Numbering of cysteine residues in the adducts reported here corresponds to the sequence position in the database entry. In many cases, numbering of certain residues in literature reports refers to posttranslationally cleaved forms of proteins, in which the sequence numbering is changed.

Protein subcellular localizations are based on PSORTII (see http://psort.ims.u-tokyo.ac.jp/).

⁴

Annotations for function and location are taken from Gene Ontology classifications (see http://www.godatabase.org).

Covalent adduction of BiP

A recent study by Liu et al. employed a biotinylated analog of a quinone methide metabolite of the selective estrogen receptor modulator raloxifene and detected covalent labeling of BiP in rat liver microsomes (35). Although their experimental design captured labeled proteins, rather than peptides, BiP appeared to be among a handful of the most prominent targets of this biotinylated electrophile. In our analyses, we were surprised that no BiP peptide adducts were detected for either IAB or BMCC. It is possible that some adducted peptides did not ionize efficiently or did not yield MS-MS spectra that matched to a BiP peptide sequence in the database. To further explore the possibility that BiP was adducted in our experiments, we incubated IAB- and BMCC-treated microsomal proteins with streptavidin beads to capture biotinylated proteins and then analyzed this captured protein fraction by SDS-PAGE and western blotting with anti-BiP antibodies (Figure 6). These analyses detected BiP in streptavidin-captured proteins from microsomes treated with IAB or BMCC, but not in untreated controls. Western blotting with anti-calreticulin in the same samples detected calreticulin (Figure 6), which was demonstrated by the LC-MS-MS analyses to be a target of both IAB and BMCC. This confirmed adduction of BiP by both electrophiles, despite the lack of detection of BiP-adducted peptides by LC-MS-MS.

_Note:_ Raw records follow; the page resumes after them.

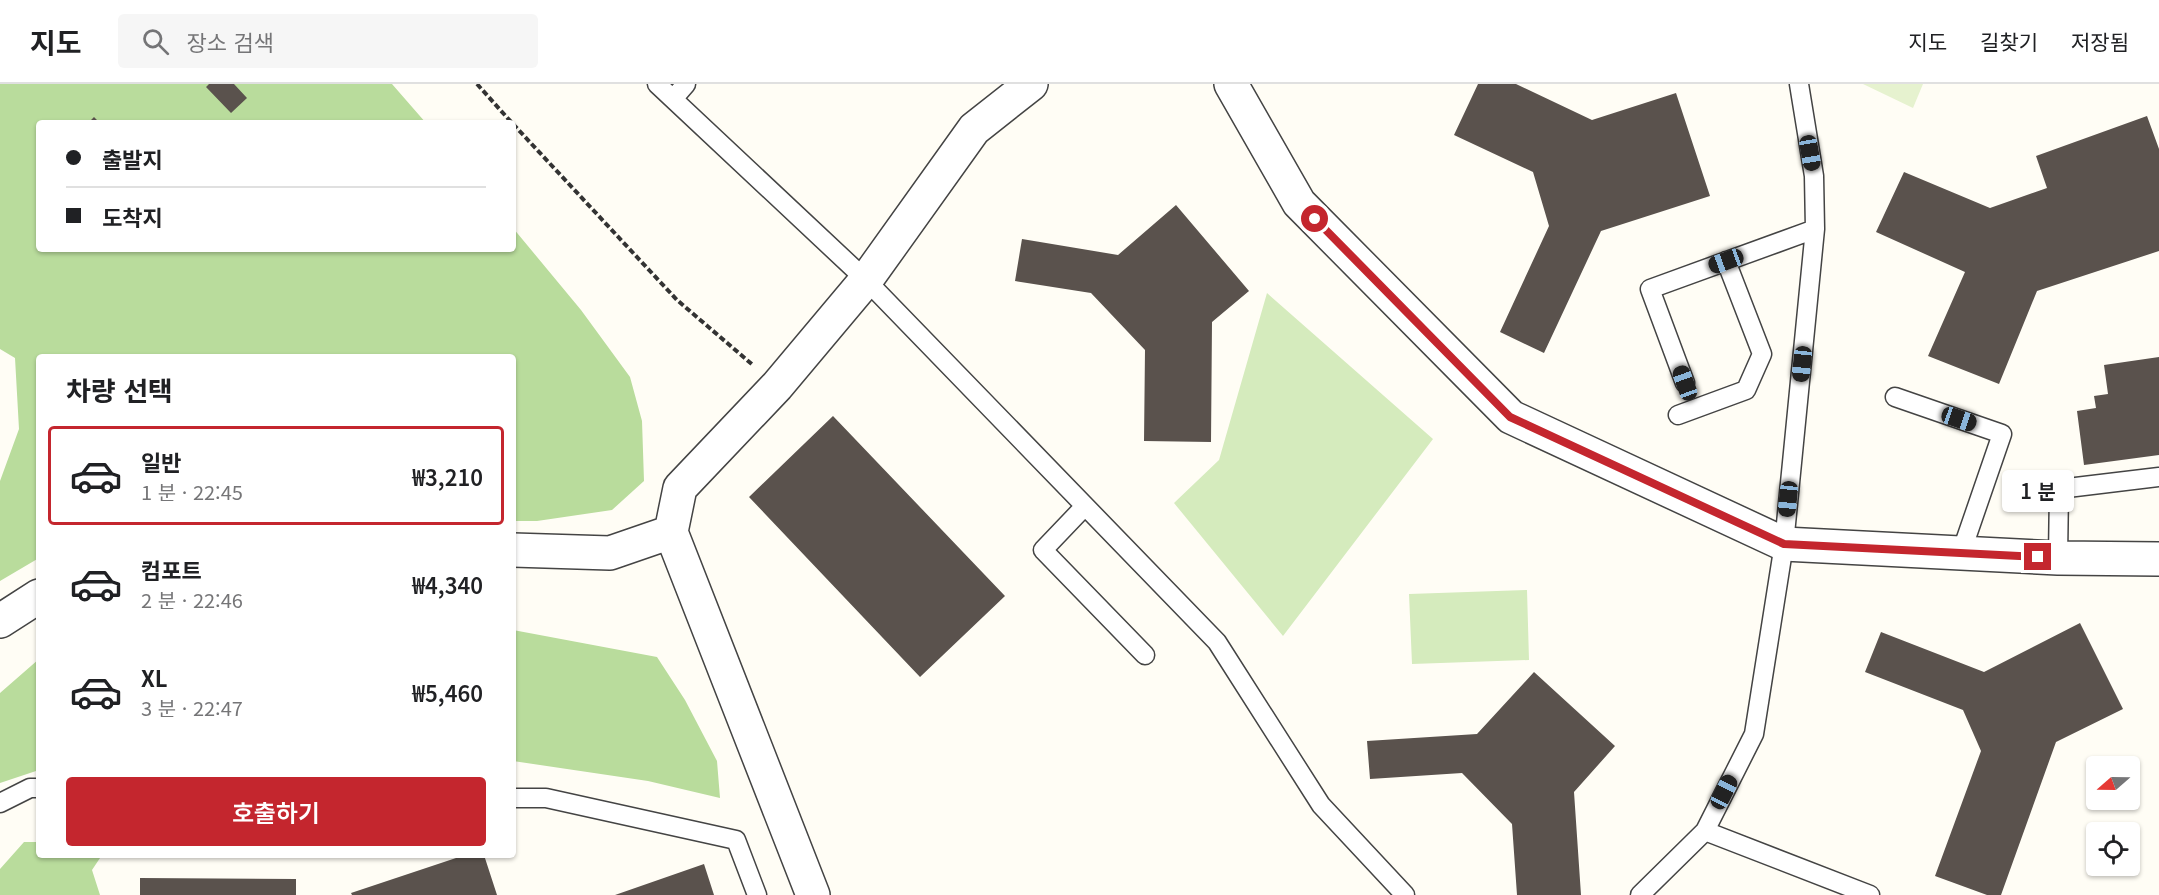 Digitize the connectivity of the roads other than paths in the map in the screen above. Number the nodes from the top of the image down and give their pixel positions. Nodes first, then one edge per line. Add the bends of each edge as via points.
1 (657, 84) edge
2 (686, 84) edge
3 (1031, 84) edge
4 (1232, 84) edge
5 (1799, 84) edge
6 (673, 99) junction
7 (1815, 229) junction
8 (1726, 261) junction
9 (866, 280) junction
10 (1685, 383) dead end
11 (1895, 396) dead end
12 (1678, 415) dead end
13 (2159, 477) edge
14 (1085, 506) junction
15 (671, 532) junction
16 (1784, 544) junction
17 (516, 550) edge
18 (1961, 553) junction
19 (2058, 558) junction
20 (2159, 559) edge
21 (36, 598) edge
22 (0, 621) edge
23 (1145, 655) dead end
24 (36, 788) edge
25 (516, 798) edge
26 (0, 803) edge
27 (1705, 831) junction
28 (757, 895) edge
29 (813, 895) edge
30 (1406, 895) edge
31 (1640, 895) edge
32 (1870, 895) edge

1 - 6 lane
2 - 6 lane
3 - 9 street via 974,129
4 - 16 street via 1299,202 1510,417
5 - 7 lane via 1815,176
6 - 9 lane
7 - 8 lane
7 - 16 lane
8 - 10 lane via 1650,289
8 - 12 lane via 1762,354 1746,390
9 - 14 lane
9 - 15 street via 777,386 680,488
11 - 18 lane via 2002,434
13 - 19 lane via 2059,489
14 - 23 lane via 1043,550
14 - 30 lane via 1217,642 1321,805
15 - 17 street via 610,553
15 - 29 street
16 - 18 street
16 - 27 lane via 1754,734
18 - 19 street
19 - 20 street
21 - 22 street
24 - 26 lane
25 - 28 lane via 546,798 736,840
27 - 31 lane
27 - 32 lane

Detection of BiP and calreticulin adduction by streptavidin capture and western blotting. Human liver microsomes were treated with vehicle (CTL), IAB or BMCC as described under “Experimental Procedures”. Protein extracts then were incubated with streptavidin beads, washed to remove non-biotinylated proteins and then biotinylated proteins were eluted from the beads. The whole protein extracts (lanes 1, 4 and 7), unbound protein (lanes 2, 5 and 8) and proteins eluted with acetonitrile/acetic acid (lanes 3, 6 and 9) were analyzed by western blotting with anti-BiP (upper panel) and anti-calreticulin (lower panel). The presence of anti-BiP and anti-calreticulin immunoreactivity in lanes 6 and 9 indicates BMCC and IAB adduction of BiP and calreticulin, respectively. In contrast, eluted protein from untreated controls contained neither BiP nor calreticulin immunoreactivity (lane 3).

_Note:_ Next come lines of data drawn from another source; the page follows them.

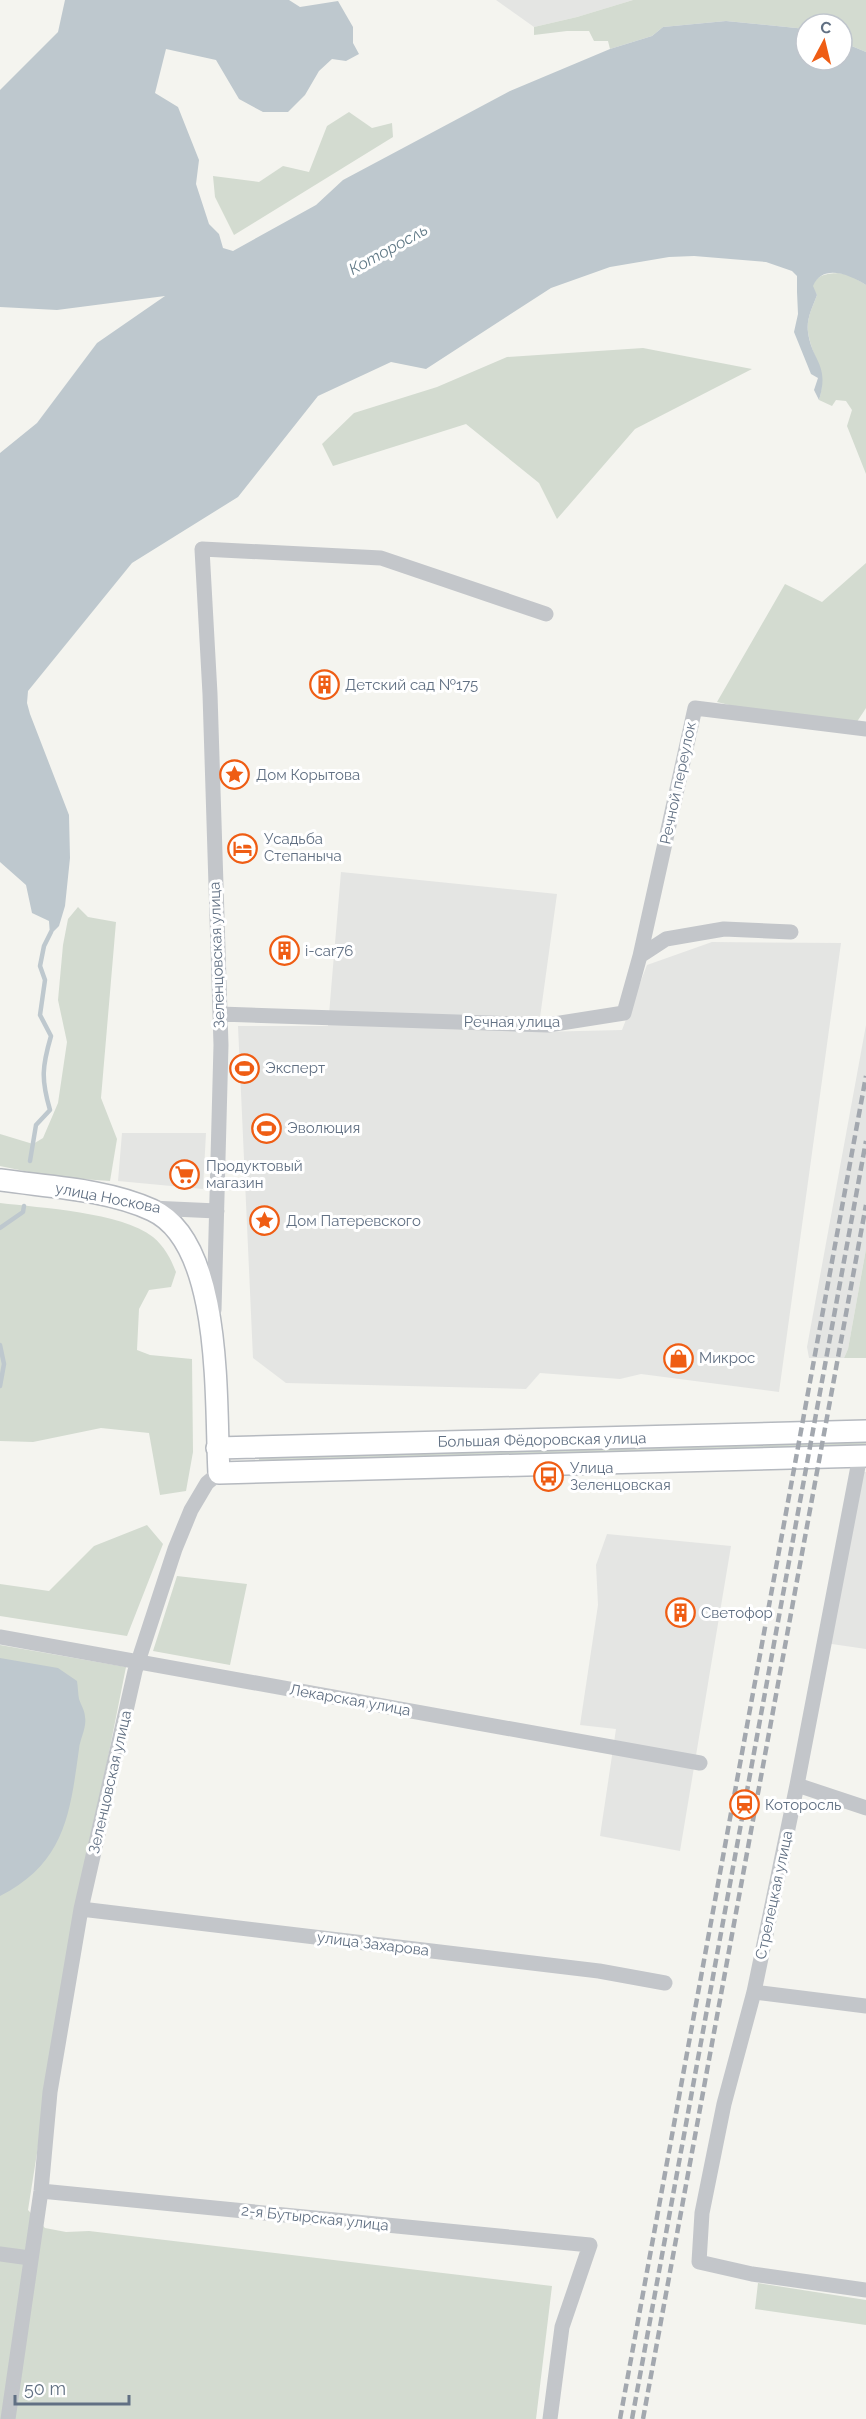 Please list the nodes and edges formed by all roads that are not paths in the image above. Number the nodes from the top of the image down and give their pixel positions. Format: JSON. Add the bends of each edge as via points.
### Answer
{"nodes":[{"id":1,"x":546,"y":614,"type":"dead end"},
{"id":2,"x":866,"y":729,"type":"edge"},
{"id":3,"x":791,"y":932,"type":"dead end"},
{"id":4,"x":640,"y":956,"type":"junction"},
{"id":5,"x":220,"y":1014,"type":"junction"},
{"id":6,"x":0,"y":1180,"type":"edge"},
{"id":7,"x":141,"y":1206,"type":"junction"},
{"id":8,"x":217,"y":1211,"type":"junction"},
{"id":9,"x":216,"y":1258,"type":"junction"},
{"id":10,"x":194,"y":1259,"type":"junction"},
{"id":11,"x":213,"y":1361,"type":"junction"},
{"id":12,"x":866,"y":1431,"type":"edge"},
{"id":13,"x":217,"y":1448,"type":"junction"},
{"id":14,"x":863,"y":1456,"type":"edge"},
{"id":15,"x":219,"y":1473,"type":"junction"},
{"id":16,"x":0,"y":1637,"type":"edge"},
{"id":17,"x":139,"y":1661,"type":"junction"},
{"id":18,"x":700,"y":1763,"type":"dead end"},
{"id":19,"x":797,"y":1785,"type":"junction"},
{"id":20,"x":866,"y":1808,"type":"edge"},
{"id":21,"x":81,"y":1909,"type":"junction"},
{"id":22,"x":665,"y":1983,"type":"dead end"},
{"id":23,"x":754,"y":1992,"type":"junction"},
{"id":24,"x":866,"y":2006,"type":"edge"},
{"id":25,"x":40,"y":2191,"type":"junction"},
{"id":26,"x":0,"y":2253,"type":"edge"},
{"id":27,"x":30,"y":2258,"type":"junction"},
{"id":28,"x":866,"y":2290,"type":"edge"},
{"id":29,"x":8,"y":2419,"type":"edge"},
{"id":30,"x":550,"y":2419,"type":"edge"}],
"edges":[{"from":1,"to":5,"type":"street","name":"Зеленцовская улица","via":[[381,558],[202,549]]},
{"from":2,"to":4,"type":"street","name":"Речной переулок","via":[[695,708]]},
{"from":3,"to":4,"type":"street","via":[[724,929],[666,939]]},
{"from":4,"to":5,"type":"street","name":"Речная улица","via":[[624,1013],[548,1025]]},
{"from":5,"to":8,"type":"street","name":"Зеленцовская улица"},
{"from":6,"to":7,"type":"main road","name":"улица Носкова","via":[[94,1194]]},
{"from":7,"to":8,"type":"street","name":"улица Носкова"},
{"from":7,"to":10,"type":"main road","name":"Зеленцовская улица","via":[[161,1215],[177,1229]]},
{"from":8,"to":9,"type":"street","name":"Зеленцовская улица"},
{"from":9,"to":10,"type":"street"},
{"from":9,"to":11,"type":"street","name":"Зеленцовская улица"},
{"from":10,"to":11,"type":"main road","name":"Зеленцовская улица","via":[[208,1308]]},
{"from":11,"to":13,"type":"main road","name":"Зеленцовская улица"},
{"from":12,"to":13,"type":"main road","name":"Большая Фёдоровская улица"},
{"from":13,"to":15,"type":"main road","name":"Зеленцовская улица"},
{"from":14,"to":15,"type":"main road","name":"Большая Фёдоровская улица"},
{"from":14,"to":19,"type":"street","name":"Стрелецкая улица"},
{"from":15,"to":17,"type":"street","name":"Зеленцовская улица","via":[[191,1510]]},
{"from":16,"to":17,"type":"street","name":"Лекарская улица"},
{"from":17,"to":18,"type":"street","name":"Лекарская улица"},
{"from":17,"to":21,"type":"street","name":"Зеленцовская улица"},
{"from":19,"to":20,"type":"street"},
{"from":19,"to":23,"type":"street","name":"Стрелецкая улица"},
{"from":21,"to":22,"type":"street","name":"улица Захарова","via":[[587,1970]]},
{"from":21,"to":25,"type":"street","name":"Зеленцовская улица","via":[[50,2092]]},
{"from":23,"to":24,"type":"street"},
{"from":23,"to":28,"type":"street","name":"Стрелецкая улица","via":[[708,2180],[699,2262],[752,2274]]},
{"from":25,"to":27,"type":"street","name":"Зеленцовская улица"},
{"from":25,"to":30,"type":"street","name":"2-я Бутырская улица","via":[[590,2245],[562,2327]]},
{"from":26,"to":27,"type":"street"},
{"from":27,"to":29,"type":"street","name":"Зеленцовская улица"}]}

Evaluation of Cys50 of mGST as a target for acetaminophen

Because 20% of the identified cysteine targets reacted with both IAB and BMCC, we postulated that these “consensus” targets may be highly reactive toward other electrophiles. If so, adduction to these consensus targets could provide a quantitative index of reactive metabolite formation in microsomal systems. We performed a limited test of this hypothesis by analyzing the adduction of Cys50 of mGST, which was one of the consensus targets (see Table 1). Cys50 of mGST provides a functionally relevant target for alkylation, as this residue serves as a switch whose alkylation activates enzyme activity (36, 37). We chose acetaminophen, which is metabolized by microsomal CYP enzymes to the thiol-reactive quinoneimine NAPQI. Incubation of acetaminophen with human liver microsomes supplemented with an NADPH generating system and GSH resulted in formation of the expected GS-conjugate of NAPQI (Supplemental Figure S17). Targeted quantitative analysis was performed on the NAPQI-adducted Cys50-containing tryptic peptide isolated from the SDS-PAGE band corresponding to mGST. These analyses yielded an MS-MS spectrum confirming adduction of the NAPQI-adducted mGST Cys50 peptide (Figure 7A). The MS-MS transition from the doubly charged precursor to the y₉⁺ product ion was used to quantify the formation of the NAPQI-Cys50 adduct over time and was normalized to the SIM signal for the IAM-modified peptide from unadducted mGST (Figure 7B). Adduct accumulation was linear for up to 1 hr (Figure 7C), thus indicating the ability of a specific protein adduct to serve as a quantitative indicator of microsomal covalent binding.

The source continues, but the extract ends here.